Saved data entries:
⁂
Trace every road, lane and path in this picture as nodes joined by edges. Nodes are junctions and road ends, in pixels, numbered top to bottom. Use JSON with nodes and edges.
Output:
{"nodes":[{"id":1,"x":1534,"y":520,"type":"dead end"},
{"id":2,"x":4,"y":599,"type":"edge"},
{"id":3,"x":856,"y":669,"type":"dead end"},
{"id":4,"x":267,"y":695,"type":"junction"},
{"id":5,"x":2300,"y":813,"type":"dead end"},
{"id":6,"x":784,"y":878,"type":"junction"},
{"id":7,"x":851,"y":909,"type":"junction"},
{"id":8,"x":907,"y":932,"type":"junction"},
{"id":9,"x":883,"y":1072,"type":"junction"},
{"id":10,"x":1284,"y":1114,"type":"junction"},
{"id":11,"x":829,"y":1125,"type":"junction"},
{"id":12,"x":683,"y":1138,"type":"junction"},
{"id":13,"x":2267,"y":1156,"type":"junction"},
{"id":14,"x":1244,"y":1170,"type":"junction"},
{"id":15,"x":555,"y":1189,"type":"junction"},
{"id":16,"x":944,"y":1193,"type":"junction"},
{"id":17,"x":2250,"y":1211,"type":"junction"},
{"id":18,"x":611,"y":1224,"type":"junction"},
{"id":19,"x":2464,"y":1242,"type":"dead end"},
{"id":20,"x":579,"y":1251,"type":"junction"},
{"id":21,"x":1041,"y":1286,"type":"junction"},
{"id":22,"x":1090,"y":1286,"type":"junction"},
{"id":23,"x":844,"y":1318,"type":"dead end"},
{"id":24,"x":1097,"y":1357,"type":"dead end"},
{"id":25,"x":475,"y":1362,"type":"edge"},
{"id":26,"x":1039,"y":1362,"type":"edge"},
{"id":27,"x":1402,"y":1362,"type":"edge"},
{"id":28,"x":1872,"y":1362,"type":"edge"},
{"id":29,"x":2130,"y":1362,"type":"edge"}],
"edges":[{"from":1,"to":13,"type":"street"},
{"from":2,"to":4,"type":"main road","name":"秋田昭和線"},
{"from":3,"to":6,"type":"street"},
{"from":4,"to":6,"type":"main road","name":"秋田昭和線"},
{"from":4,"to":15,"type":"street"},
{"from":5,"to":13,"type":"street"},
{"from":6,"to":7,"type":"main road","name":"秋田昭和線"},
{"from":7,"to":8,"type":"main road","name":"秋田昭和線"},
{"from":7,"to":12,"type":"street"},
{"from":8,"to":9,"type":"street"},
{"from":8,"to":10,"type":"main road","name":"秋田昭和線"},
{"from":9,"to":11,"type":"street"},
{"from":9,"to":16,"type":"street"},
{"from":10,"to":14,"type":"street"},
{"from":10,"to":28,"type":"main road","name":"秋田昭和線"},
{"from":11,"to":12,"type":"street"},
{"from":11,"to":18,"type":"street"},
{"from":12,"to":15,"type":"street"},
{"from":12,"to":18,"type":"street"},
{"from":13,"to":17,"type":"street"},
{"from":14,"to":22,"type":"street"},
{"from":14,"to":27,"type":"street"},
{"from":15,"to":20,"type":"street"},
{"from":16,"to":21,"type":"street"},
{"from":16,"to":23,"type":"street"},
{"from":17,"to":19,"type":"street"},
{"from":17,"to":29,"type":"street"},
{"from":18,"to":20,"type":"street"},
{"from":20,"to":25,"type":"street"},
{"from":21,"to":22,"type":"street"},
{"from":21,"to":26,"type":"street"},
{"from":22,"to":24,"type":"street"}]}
⁂
Task instructions - Working from the entries above, filter out every line that lacks "dead" and copy what remains.

Solved exercise -
{"nodes":[{"id":1,"x":1534,"y":520,"type":"dead end"},
{"id":3,"x":856,"y":669,"type":"dead end"},
{"id":5,"x":2300,"y":813,"type":"dead end"},
{"id":19,"x":2464,"y":1242,"type":"dead end"},
{"id":23,"x":844,"y":1318,"type":"dead end"},
{"id":24,"x":1097,"y":1357,"type":"dead end"},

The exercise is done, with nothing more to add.